> [What is expected]:
What you return must match the data exactly, line for line.

> [Provided data]:
Start of Block

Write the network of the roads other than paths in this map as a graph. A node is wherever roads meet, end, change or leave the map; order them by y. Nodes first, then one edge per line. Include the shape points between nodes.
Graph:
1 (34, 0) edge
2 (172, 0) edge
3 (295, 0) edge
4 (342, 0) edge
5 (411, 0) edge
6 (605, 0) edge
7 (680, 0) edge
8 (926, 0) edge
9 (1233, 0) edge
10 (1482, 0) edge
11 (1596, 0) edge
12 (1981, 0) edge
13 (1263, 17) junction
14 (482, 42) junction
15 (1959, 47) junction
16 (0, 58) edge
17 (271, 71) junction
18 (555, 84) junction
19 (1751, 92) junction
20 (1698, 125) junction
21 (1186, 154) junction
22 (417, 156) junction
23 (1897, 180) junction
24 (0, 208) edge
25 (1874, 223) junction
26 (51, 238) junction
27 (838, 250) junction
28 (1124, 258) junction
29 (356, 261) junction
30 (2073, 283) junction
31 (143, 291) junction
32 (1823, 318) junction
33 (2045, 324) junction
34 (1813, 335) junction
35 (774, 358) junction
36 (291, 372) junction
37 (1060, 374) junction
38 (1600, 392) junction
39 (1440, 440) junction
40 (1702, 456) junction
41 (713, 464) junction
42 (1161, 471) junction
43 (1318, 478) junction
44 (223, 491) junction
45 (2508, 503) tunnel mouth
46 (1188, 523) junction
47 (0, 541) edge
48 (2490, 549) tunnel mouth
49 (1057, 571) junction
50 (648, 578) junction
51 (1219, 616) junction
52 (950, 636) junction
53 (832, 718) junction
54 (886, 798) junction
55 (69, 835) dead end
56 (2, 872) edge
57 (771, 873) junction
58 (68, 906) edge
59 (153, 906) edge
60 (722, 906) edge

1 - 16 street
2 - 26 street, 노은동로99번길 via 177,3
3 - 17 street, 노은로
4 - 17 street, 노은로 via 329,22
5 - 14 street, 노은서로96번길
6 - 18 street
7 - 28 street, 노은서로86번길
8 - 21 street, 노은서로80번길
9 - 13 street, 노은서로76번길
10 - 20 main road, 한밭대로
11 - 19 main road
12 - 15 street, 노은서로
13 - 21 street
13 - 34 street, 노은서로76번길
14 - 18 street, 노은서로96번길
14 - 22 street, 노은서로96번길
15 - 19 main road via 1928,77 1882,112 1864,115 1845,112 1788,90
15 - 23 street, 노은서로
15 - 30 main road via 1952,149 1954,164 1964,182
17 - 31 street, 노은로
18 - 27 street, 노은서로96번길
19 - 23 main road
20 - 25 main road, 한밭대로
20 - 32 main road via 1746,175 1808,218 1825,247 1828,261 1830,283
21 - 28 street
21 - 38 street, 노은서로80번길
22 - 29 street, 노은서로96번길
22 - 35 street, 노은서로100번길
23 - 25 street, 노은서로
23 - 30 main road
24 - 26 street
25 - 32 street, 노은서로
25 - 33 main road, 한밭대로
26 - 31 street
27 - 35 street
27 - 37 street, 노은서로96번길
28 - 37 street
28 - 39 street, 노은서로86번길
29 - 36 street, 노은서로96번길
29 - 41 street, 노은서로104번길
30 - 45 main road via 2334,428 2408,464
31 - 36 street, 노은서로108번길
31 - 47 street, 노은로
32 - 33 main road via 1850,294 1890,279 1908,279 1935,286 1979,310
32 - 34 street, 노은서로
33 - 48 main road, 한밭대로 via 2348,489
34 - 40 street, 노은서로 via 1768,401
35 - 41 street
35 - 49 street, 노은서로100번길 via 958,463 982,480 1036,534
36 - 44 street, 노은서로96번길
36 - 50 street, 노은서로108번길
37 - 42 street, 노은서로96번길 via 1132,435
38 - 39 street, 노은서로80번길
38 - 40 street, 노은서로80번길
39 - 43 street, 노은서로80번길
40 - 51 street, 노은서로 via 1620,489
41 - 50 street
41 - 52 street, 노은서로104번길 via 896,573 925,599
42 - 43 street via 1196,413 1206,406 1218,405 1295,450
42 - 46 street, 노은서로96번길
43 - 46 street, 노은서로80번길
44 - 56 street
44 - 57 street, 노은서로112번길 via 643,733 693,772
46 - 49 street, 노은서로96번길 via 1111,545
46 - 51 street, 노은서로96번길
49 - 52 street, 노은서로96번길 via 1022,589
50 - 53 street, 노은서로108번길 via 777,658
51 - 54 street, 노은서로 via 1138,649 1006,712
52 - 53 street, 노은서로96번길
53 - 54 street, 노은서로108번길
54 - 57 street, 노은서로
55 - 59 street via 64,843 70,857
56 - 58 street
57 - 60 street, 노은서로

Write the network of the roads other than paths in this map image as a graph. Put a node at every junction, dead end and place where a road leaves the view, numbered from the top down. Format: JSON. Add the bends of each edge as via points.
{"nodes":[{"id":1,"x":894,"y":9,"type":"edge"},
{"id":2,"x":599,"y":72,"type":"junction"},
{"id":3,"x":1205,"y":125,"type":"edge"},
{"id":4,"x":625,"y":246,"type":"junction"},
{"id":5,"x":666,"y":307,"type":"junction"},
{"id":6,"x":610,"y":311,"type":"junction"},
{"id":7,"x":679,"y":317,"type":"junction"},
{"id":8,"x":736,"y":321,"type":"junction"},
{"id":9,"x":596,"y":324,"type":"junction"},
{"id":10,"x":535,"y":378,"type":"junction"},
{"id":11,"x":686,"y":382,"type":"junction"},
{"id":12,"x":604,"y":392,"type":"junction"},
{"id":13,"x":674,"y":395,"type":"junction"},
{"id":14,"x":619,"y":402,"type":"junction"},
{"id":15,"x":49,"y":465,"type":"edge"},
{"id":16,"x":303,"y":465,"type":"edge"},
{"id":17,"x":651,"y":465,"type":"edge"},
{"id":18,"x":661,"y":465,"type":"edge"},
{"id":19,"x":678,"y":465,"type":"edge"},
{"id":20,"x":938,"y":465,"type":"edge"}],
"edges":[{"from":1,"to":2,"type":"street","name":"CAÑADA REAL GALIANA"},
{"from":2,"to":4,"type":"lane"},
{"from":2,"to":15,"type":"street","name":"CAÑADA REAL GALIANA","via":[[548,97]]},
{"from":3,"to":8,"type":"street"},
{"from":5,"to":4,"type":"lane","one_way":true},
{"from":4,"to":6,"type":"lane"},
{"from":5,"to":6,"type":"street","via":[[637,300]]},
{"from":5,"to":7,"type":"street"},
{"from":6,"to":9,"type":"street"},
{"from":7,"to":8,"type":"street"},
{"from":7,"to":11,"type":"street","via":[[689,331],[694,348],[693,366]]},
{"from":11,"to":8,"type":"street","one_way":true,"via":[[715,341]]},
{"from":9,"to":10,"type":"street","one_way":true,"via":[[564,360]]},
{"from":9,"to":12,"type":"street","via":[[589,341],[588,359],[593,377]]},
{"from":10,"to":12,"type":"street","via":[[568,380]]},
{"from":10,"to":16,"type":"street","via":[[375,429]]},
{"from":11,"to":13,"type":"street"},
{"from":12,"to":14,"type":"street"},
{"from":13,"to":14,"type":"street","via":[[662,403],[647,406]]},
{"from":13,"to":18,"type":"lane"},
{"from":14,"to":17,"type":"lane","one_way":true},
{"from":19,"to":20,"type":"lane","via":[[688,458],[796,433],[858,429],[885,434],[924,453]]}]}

End of Block

> [Answer for the task]:
Write the network of the roads other than paths in this map as a graph. A node is wherever roads meet, end, change or leave the map; order them by y. Nodes first, then one edge per line. Include the shape points between nodes.
Graph:
1 (34, 0) edge
2 (172, 0) edge
3 (295, 0) edge
4 (342, 0) edge
5 (411, 0) edge
6 (605, 0) edge
7 (680, 0) edge
8 (926, 0) edge
9 (1233, 0) edge
10 (1482, 0) edge
11 (1596, 0) edge
12 (1981, 0) edge
13 (1263, 17) junction
14 (482, 42) junction
15 (1959, 47) junction
16 (0, 58) edge
17 (271, 71) junction
18 (555, 84) junction
19 (1751, 92) junction
20 (1698, 125) junction
21 (1186, 154) junction
22 (417, 156) junction
23 (1897, 180) junction
24 (0, 208) edge
25 (1874, 223) junction
26 (51, 238) junction
27 (838, 250) junction
28 (1124, 258) junction
29 (356, 261) junction
30 (2073, 283) junction
31 (143, 291) junction
32 (1823, 318) junction
33 (2045, 324) junction
34 (1813, 335) junction
35 (774, 358) junction
36 (291, 372) junction
37 (1060, 374) junction
38 (1600, 392) junction
39 (1440, 440) junction
40 (1702, 456) junction
41 (713, 464) junction
42 (1161, 471) junction
43 (1318, 478) junction
44 (223, 491) junction
45 (2508, 503) tunnel mouth
46 (1188, 523) junction
47 (0, 541) edge
48 (2490, 549) tunnel mouth
49 (1057, 571) junction
50 (648, 578) junction
51 (1219, 616) junction
52 (950, 636) junction
53 (832, 718) junction
54 (886, 798) junction
55 (69, 835) dead end
56 (2, 872) edge
57 (771, 873) junction
58 (68, 906) edge
59 (153, 906) edge
60 (722, 906) edge

1 - 16 street
2 - 26 street, 노은동로99번길 via 177,3
3 - 17 street, 노은로
4 - 17 street, 노은로 via 329,22
5 - 14 street, 노은서로96번길
6 - 18 street
7 - 28 street, 노은서로86번길
8 - 21 street, 노은서로80번길
9 - 13 street, 노은서로76번길
10 - 20 main road, 한밭대로
11 - 19 main road
12 - 15 street, 노은서로
13 - 21 street
13 - 34 street, 노은서로76번길
14 - 18 street, 노은서로96번길
14 - 22 street, 노은서로96번길
15 - 19 main road via 1928,77 1882,112 1864,115 1845,112 1788,90
15 - 23 street, 노은서로
15 - 30 main road via 1952,149 1954,164 1964,182
17 - 31 street, 노은로
18 - 27 street, 노은서로96번길
19 - 23 main road
20 - 25 main road, 한밭대로
20 - 32 main road via 1746,175 1808,218 1825,247 1828,261 1830,283
21 - 28 street
21 - 38 street, 노은서로80번길
22 - 29 street, 노은서로96번길
22 - 35 street, 노은서로100번길
23 - 25 street, 노은서로
23 - 30 main road
24 - 26 street
25 - 32 street, 노은서로
25 - 33 main road, 한밭대로
26 - 31 street
27 - 35 street
27 - 37 street, 노은서로96번길
28 - 37 street
28 - 39 street, 노은서로86번길
29 - 36 street, 노은서로96번길
29 - 41 street, 노은서로104번길
30 - 45 main road via 2334,428 2408,464
31 - 36 street, 노은서로108번길
31 - 47 street, 노은로
32 - 33 main road via 1850,294 1890,279 1908,279 1935,286 1979,310
32 - 34 street, 노은서로
33 - 48 main road, 한밭대로 via 2348,489
34 - 40 street, 노은서로 via 1768,401
35 - 41 street
35 - 49 street, 노은서로100번길 via 958,463 982,480 1036,534
36 - 44 street, 노은서로96번길
36 - 50 street, 노은서로108번길
37 - 42 street, 노은서로96번길 via 1132,435
38 - 39 street, 노은서로80번길
38 - 40 street, 노은서로80번길
39 - 43 street, 노은서로80번길
40 - 51 street, 노은서로 via 1620,489
41 - 50 street
41 - 52 street, 노은서로104번길 via 896,573 925,599
42 - 43 street via 1196,413 1206,406 1218,405 1295,450
42 - 46 street, 노은서로96번길
43 - 46 street, 노은서로80번길
44 - 56 street
44 - 57 street, 노은서로112번길 via 643,733 693,772
46 - 49 street, 노은서로96번길 via 1111,545
46 - 51 street, 노은서로96번길
49 - 52 street, 노은서로96번길 via 1022,589
50 - 53 street, 노은서로108번길 via 777,658
51 - 54 street, 노은서로 via 1138,649 1006,712
52 - 53 street, 노은서로96번길
53 - 54 street, 노은서로108번길
54 - 57 street, 노은서로
55 - 59 street via 64,843 70,857
56 - 58 street
57 - 60 street, 노은서로

Write the network of the roads other than paths in this map image as a graph. Put a node at every junction, dead end and place where a road leaves the view, numbered from the top down. Format: JSON. Add the bends of each edge as via points.
{"nodes":[{"id":1,"x":894,"y":9,"type":"edge"},
{"id":2,"x":599,"y":72,"type":"junction"},
{"id":3,"x":1205,"y":125,"type":"edge"},
{"id":4,"x":625,"y":246,"type":"junction"},
{"id":5,"x":666,"y":307,"type":"junction"},
{"id":6,"x":610,"y":311,"type":"junction"},
{"id":7,"x":679,"y":317,"type":"junction"},
{"id":8,"x":736,"y":321,"type":"junction"},
{"id":9,"x":596,"y":324,"type":"junction"},
{"id":10,"x":535,"y":378,"type":"junction"},
{"id":11,"x":686,"y":382,"type":"junction"},
{"id":12,"x":604,"y":392,"type":"junction"},
{"id":13,"x":674,"y":395,"type":"junction"},
{"id":14,"x":619,"y":402,"type":"junction"},
{"id":15,"x":49,"y":465,"type":"edge"},
{"id":16,"x":303,"y":465,"type":"edge"},
{"id":17,"x":651,"y":465,"type":"edge"},
{"id":18,"x":661,"y":465,"type":"edge"},
{"id":19,"x":678,"y":465,"type":"edge"},
{"id":20,"x":938,"y":465,"type":"edge"}],
"edges":[{"from":1,"to":2,"type":"street","name":"CAÑADA REAL GALIANA"},
{"from":2,"to":4,"type":"lane"},
{"from":2,"to":15,"type":"street","name":"CAÑADA REAL GALIANA","via":[[548,97]]},
{"from":3,"to":8,"type":"street"},
{"from":5,"to":4,"type":"lane","one_way":true},
{"from":4,"to":6,"type":"lane"},
{"from":5,"to":6,"type":"street","via":[[637,300]]},
{"from":5,"to":7,"type":"street"},
{"from":6,"to":9,"type":"street"},
{"from":7,"to":8,"type":"street"},
{"from":7,"to":11,"type":"street","via":[[689,331],[694,348],[693,366]]},
{"from":11,"to":8,"type":"street","one_way":true,"via":[[715,341]]},
{"from":9,"to":10,"type":"street","one_way":true,"via":[[564,360]]},
{"from":9,"to":12,"type":"street","via":[[589,341],[588,359],[593,377]]},
{"from":10,"to":12,"type":"street","via":[[568,380]]},
{"from":10,"to":16,"type":"street","via":[[375,429]]},
{"from":11,"to":13,"type":"street"},
{"from":12,"to":14,"type":"street"},
{"from":13,"to":14,"type":"street","via":[[662,403],[647,406]]},
{"from":13,"to":18,"type":"lane"},
{"from":14,"to":17,"type":"lane","one_way":true},
{"from":19,"to":20,"type":"lane","via":[[688,458],[796,433],[858,429],[885,434],[924,453]]}]}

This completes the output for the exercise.